Imperfect Present is a book for our current moment. By confronting the urgencies of daily life, from questions of identity to sexual abuse to racial unrest to the ubiquity of plastic, these poems investigate ways to sustain ourselves in our fraught public and private lives. With her characteristic linguistic play, Sharon Dolin illuminates some of the most personal concerns that resonate throughout our culture and in ourselves, such as error, despair, uncertainty, and doubt. In sections that deploy the lens of art, the “Oblique Strategies” of Brian Eno and Peter Schmidt, and meditations on dreams and spirituality, Imperfect Present provides a panoply of approaches that grapple with the complexity of now.

Manual for Living

In this sixth collection by award-winning poet Sharon Dolin, Manual for Living offers three distinct approaches to life, each one riven by flashes of joy and despair, and all conditions in between. With a fresh slant on the Stoic philosopher Epictetus, the title section offers a part-serious, part tongue-in-cheek series of advice poems.
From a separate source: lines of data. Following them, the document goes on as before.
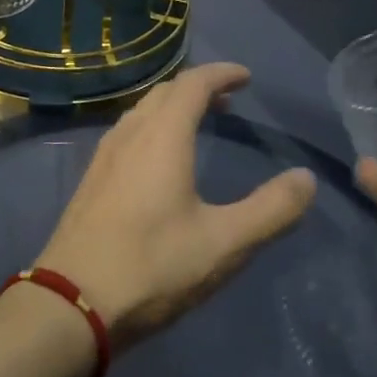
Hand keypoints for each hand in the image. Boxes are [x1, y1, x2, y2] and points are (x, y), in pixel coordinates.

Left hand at [37, 62, 316, 344]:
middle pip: (165, 92)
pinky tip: (158, 160)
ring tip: (197, 123)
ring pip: (142, 111)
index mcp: (162, 136)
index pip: (193, 84)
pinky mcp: (91, 180)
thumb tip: (306, 179)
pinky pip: (127, 133)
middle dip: (198, 87)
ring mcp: (105, 156)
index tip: (246, 77)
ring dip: (172, 107)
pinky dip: (153, 127)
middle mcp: (130, 134)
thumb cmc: (153, 266)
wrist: (70, 303)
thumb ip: (271, 210)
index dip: (222, 73)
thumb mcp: (224, 243)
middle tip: (228, 100)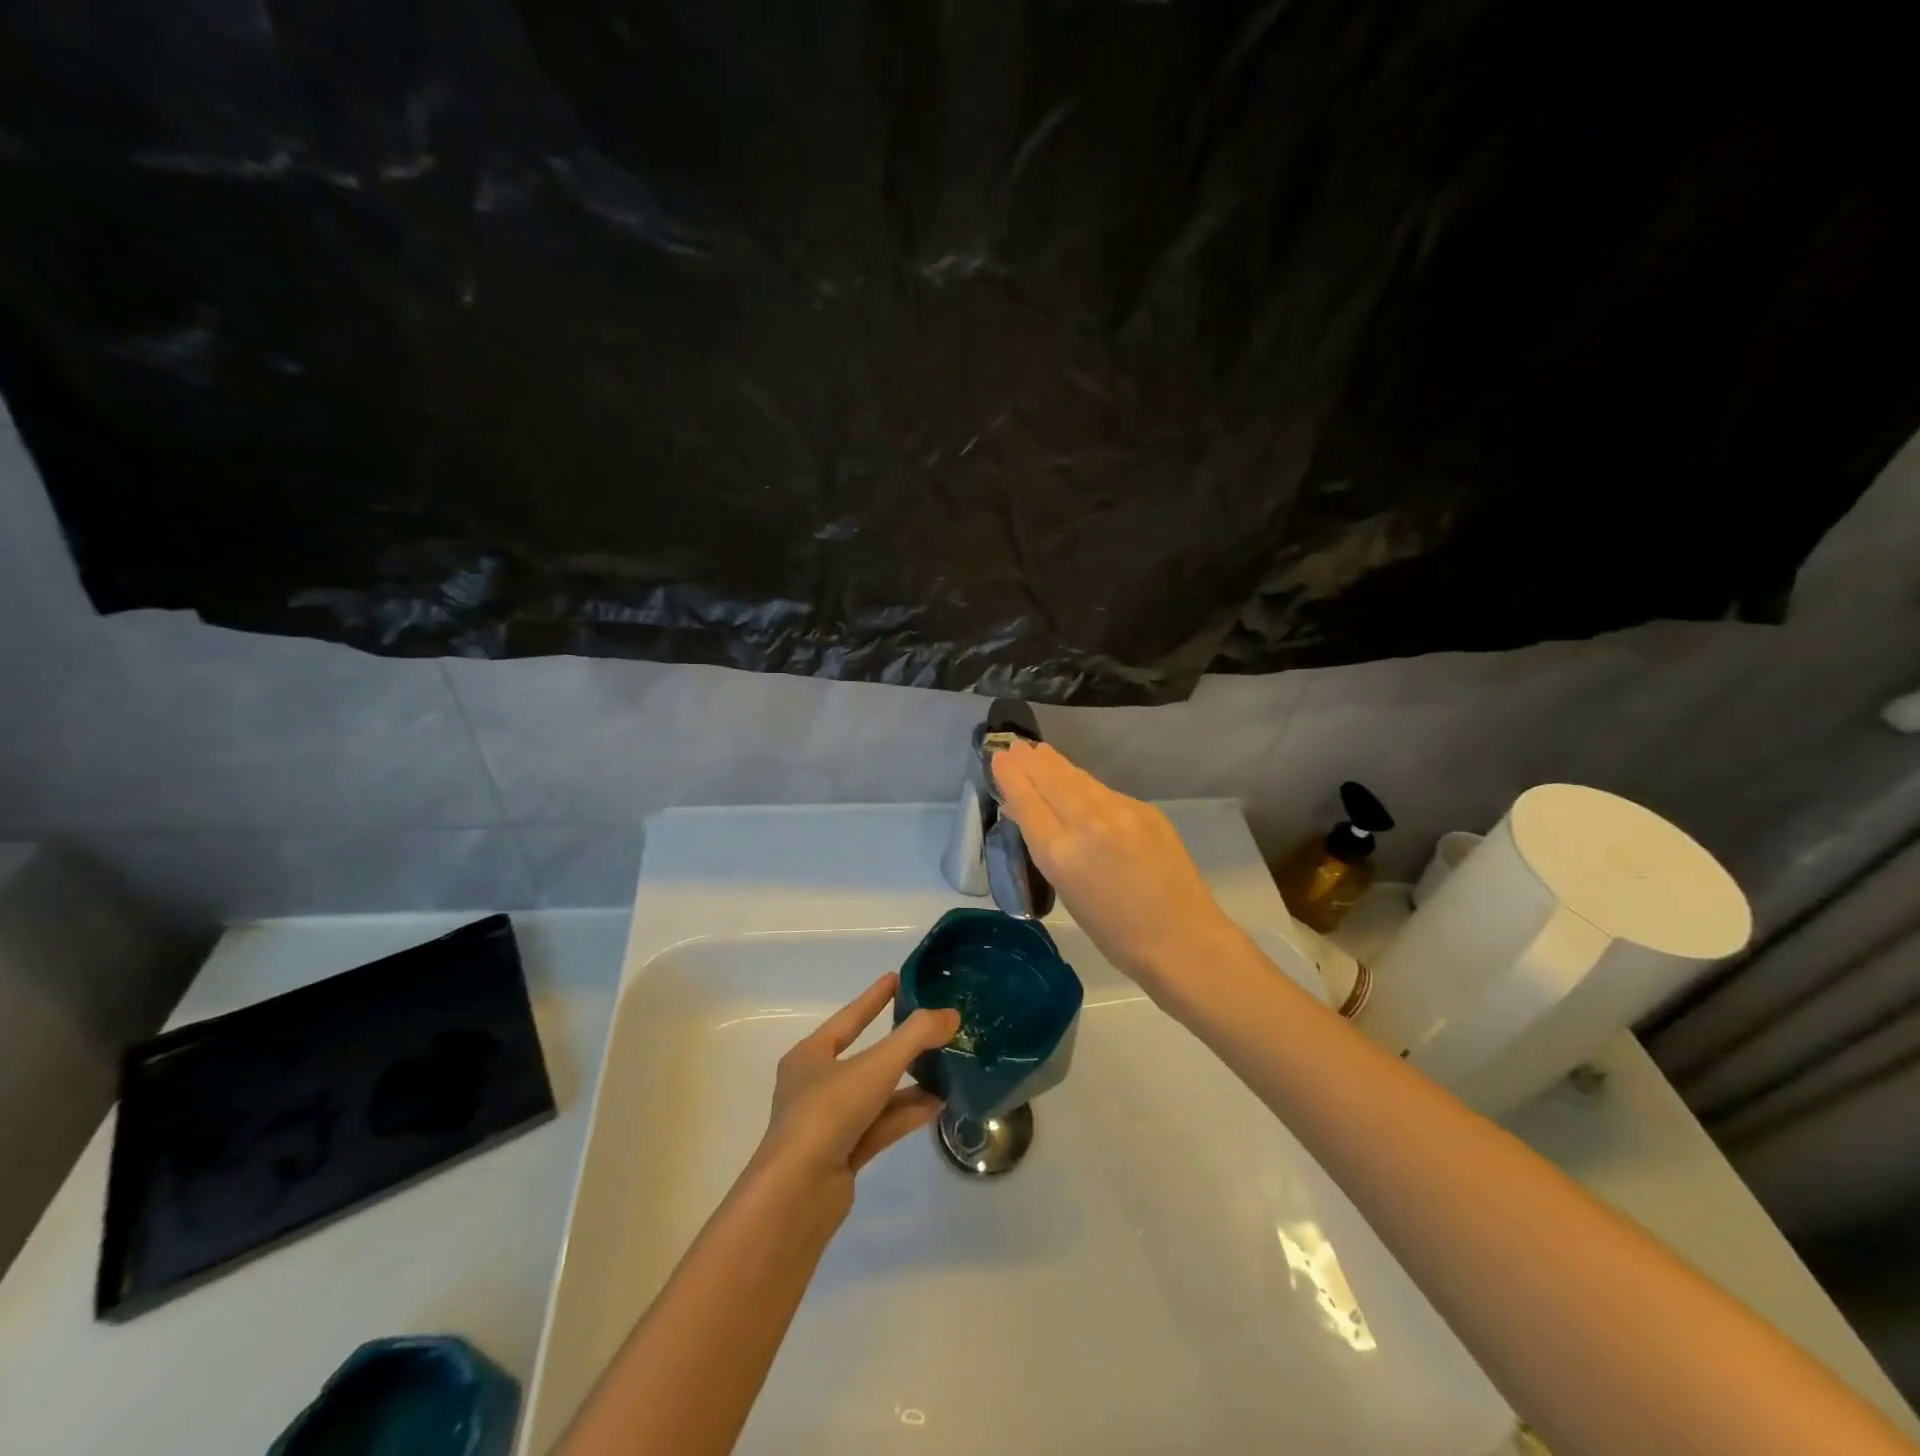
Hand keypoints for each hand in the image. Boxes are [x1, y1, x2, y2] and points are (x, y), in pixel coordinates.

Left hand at [751, 974, 960, 1205]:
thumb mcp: (875, 1066)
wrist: (795, 1197)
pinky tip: (937, 1105)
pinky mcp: (842, 1157)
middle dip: (898, 1045)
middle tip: (931, 1027)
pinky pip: (880, 1125)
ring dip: (908, 1083)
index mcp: (810, 1056)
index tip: (896, 978)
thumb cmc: (827, 1113)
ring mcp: (828, 1125)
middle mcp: (815, 1086)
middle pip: (864, 1058)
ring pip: (875, 1095)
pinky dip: (906, 1113)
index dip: (873, 998)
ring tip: (946, 1070)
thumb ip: (915, 1037)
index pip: (848, 1018)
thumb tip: (951, 1014)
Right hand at [992, 740, 1243, 997]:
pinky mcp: (1146, 810)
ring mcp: (1120, 812)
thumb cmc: (1116, 934)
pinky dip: (1085, 784)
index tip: (1000, 756)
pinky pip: (1105, 791)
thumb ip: (1050, 850)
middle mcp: (1088, 824)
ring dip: (1056, 764)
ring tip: (1040, 751)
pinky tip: (1079, 781)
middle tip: (1015, 743)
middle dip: (1031, 760)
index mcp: (1061, 854)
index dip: (1011, 776)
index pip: (1027, 802)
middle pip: (1052, 780)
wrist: (1182, 939)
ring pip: (1079, 779)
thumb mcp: (1068, 892)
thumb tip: (1034, 817)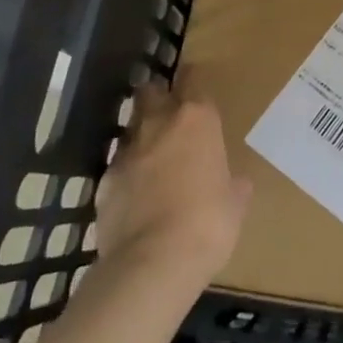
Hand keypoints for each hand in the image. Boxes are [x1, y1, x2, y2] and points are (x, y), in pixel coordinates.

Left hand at [95, 80, 251, 287]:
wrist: (152, 263)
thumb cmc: (209, 223)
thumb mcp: (235, 204)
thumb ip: (233, 185)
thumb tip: (238, 183)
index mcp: (198, 120)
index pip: (192, 80)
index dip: (192, 79)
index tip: (194, 82)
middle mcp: (159, 124)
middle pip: (151, 92)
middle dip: (158, 96)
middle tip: (168, 111)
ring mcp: (127, 152)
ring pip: (131, 128)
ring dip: (140, 135)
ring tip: (151, 154)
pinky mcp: (104, 182)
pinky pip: (117, 167)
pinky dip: (126, 174)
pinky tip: (134, 193)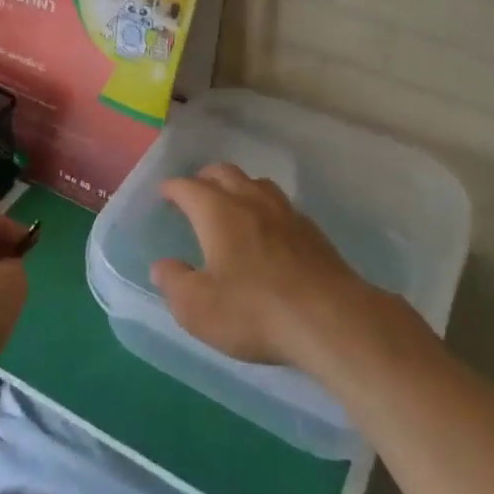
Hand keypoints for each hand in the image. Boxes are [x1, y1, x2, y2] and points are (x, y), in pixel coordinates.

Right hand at [151, 163, 367, 368]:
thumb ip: (174, 282)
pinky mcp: (313, 232)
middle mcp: (251, 202)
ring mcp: (286, 213)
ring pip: (257, 183)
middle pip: (225, 173)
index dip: (173, 188)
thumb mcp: (198, 307)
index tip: (165, 192)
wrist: (331, 320)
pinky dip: (266, 207)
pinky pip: (282, 205)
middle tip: (195, 190)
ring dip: (239, 186)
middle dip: (205, 178)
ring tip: (232, 201)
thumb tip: (162, 266)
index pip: (188, 187)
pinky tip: (269, 228)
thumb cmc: (254, 311)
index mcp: (218, 213)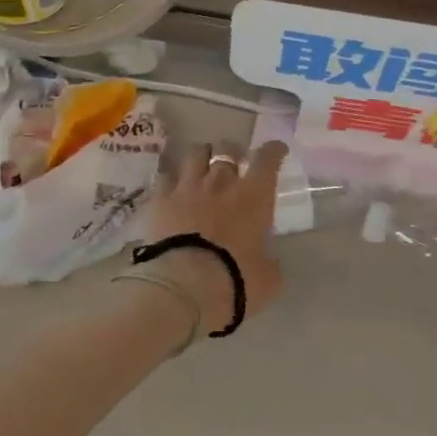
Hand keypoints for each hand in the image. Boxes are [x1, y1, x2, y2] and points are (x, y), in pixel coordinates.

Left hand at [133, 139, 289, 333]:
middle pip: (227, 150)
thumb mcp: (267, 279)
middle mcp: (221, 182)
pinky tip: (171, 187)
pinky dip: (171, 179)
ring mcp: (187, 188)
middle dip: (233, 153)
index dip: (274, 151)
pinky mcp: (159, 200)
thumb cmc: (235, 280)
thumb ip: (269, 264)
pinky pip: (165, 176)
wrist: (184, 285)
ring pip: (195, 154)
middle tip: (234, 162)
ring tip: (201, 165)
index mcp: (254, 196)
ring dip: (201, 156)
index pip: (267, 160)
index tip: (276, 150)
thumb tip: (269, 263)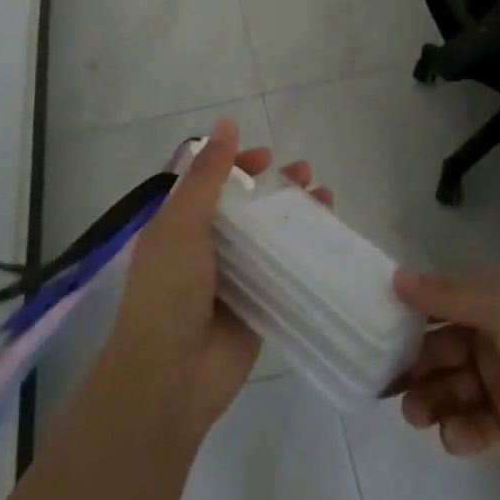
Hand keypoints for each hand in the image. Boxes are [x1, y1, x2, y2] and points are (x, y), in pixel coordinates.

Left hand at [103, 118, 329, 435]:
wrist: (170, 376)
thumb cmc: (169, 289)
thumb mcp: (183, 221)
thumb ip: (207, 174)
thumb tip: (226, 123)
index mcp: (180, 225)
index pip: (214, 183)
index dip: (240, 165)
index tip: (268, 156)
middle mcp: (206, 248)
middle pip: (247, 207)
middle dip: (276, 187)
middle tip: (307, 174)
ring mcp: (233, 279)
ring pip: (270, 236)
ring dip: (296, 215)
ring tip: (326, 198)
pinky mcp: (257, 307)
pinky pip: (284, 272)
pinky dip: (305, 253)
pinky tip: (329, 239)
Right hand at [390, 266, 499, 486]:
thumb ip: (450, 295)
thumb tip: (396, 277)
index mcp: (497, 299)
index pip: (441, 301)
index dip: (408, 312)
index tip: (371, 326)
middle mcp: (497, 336)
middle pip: (440, 347)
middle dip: (412, 362)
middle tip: (383, 381)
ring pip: (453, 387)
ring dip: (430, 398)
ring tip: (415, 413)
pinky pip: (477, 427)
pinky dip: (460, 430)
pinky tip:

An ekphrastic sequence based on the “black paintings” of Goya follows, as a darker meditation on life. The final section, “Of Hours,” is a contemporary sequence of psalms where the possibility for redemption in prayer exists. As in all of her work, Dolin’s lyric voice attends to language and the world equally. Her verbal sleights-of-hand offer readers insights for ways to live. Manual for Living is a wise book: drink deeply from it.

Whirlwind

Whirlwind is one woman’s frank, witty, mordant, sexy look at the breakup of a marriage and its emotional aftermath. With her characteristic linguistic play and mixture of poetic registers and styles, Sharon Dolin takes her readers on an off-the-tracks emotional ride through the whirlwind that goes by the name of divorce. Hang on tight. Here poems are never merely confessional, but use formal aplomb to ride the white-heat rage, hurt, denial, reflection, regret, wistfulness, desire, and sexual passion as they go hurtling through the many stages of grief after the death of a relationship and the rebirth of a more vital self. Dolin tackles difficult subjects unflinchingly in her poems: such as betrayal and the shame of the one being betrayed, being a parent within a volatile breakup, as well as some startling poems on the reawakening of sexuality and an attention to the natural world and politics. In her poem that won a Pushcart Prize, she dons the mask of the Furies to confront her ex-husband and his lover. A journalist of her own heart, Sharon Dolin has written a brazen collection that seethes with the pressure of a story to tell: cathartic and thrilling in equal measure.

Burn and Dodge

WINNER OF THE 2007 DONALD HALL PRIZE IN POETRY

Selected by Bob Hicok

Burn and Dodge is part serious/part serious play and opens with a frank and occasionally antic exploration of contemporary vices, such as Guilt, Envy, and Regret. Some poems “dodge” such preoccupations by playing with a nonce form called sonnet/ghazal. The collection contains a sequence of poems called “Current Events,” based on newspaper stories. that is also a playful meditation on the nature of the interrogative pronouns (Who, What, Where, When . . . ) as well as another series of homophonic sonnets called “Clare-Hewn,” which are aural “translations” of John Clare.